═════ Material provided ═════
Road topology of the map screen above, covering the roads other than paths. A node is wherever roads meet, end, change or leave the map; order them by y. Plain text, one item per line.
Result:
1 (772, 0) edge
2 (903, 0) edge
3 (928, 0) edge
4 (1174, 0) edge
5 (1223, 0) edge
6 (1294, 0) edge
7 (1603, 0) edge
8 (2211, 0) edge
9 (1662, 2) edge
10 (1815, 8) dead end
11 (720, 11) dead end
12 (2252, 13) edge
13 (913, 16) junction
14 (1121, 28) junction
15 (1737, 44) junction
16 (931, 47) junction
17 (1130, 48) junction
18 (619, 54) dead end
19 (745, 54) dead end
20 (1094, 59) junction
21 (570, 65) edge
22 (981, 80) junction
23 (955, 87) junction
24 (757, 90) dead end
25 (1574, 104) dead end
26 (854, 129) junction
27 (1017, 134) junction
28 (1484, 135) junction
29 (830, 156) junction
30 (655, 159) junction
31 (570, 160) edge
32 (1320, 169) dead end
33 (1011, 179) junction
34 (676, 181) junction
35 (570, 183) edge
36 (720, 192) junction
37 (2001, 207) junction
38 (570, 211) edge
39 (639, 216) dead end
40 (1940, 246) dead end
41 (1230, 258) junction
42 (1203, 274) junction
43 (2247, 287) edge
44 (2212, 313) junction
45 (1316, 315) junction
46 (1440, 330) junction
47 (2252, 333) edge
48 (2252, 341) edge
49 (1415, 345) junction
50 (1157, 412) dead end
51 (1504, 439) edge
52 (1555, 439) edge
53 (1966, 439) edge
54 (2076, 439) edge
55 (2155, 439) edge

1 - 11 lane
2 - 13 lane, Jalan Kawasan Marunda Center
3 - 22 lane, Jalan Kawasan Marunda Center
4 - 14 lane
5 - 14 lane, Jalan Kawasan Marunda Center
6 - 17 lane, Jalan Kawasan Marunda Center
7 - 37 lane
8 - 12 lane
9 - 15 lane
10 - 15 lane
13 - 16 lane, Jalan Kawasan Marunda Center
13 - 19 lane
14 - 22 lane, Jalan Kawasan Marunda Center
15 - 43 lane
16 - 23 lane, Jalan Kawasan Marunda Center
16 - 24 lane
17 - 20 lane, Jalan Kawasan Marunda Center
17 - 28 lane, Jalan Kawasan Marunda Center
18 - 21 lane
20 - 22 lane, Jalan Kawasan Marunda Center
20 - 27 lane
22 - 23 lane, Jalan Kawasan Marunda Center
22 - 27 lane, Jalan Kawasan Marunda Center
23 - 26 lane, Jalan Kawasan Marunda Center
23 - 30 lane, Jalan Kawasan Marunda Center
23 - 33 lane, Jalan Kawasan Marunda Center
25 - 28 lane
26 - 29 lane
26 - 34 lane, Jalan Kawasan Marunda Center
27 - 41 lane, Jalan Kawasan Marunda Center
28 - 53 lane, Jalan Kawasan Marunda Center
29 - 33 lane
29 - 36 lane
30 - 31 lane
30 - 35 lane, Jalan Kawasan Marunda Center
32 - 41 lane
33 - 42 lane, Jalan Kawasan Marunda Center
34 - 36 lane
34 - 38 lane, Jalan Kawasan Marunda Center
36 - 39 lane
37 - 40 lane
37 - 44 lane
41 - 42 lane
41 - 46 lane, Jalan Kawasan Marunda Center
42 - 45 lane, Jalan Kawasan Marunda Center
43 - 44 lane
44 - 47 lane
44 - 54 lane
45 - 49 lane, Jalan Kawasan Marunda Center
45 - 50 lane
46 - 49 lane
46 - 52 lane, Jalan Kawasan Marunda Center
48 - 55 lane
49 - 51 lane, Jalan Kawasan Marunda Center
═════
* _Activity_
Looking at the data above, count the lines that contain the string "dead" and give only the count.

* _Answer_
10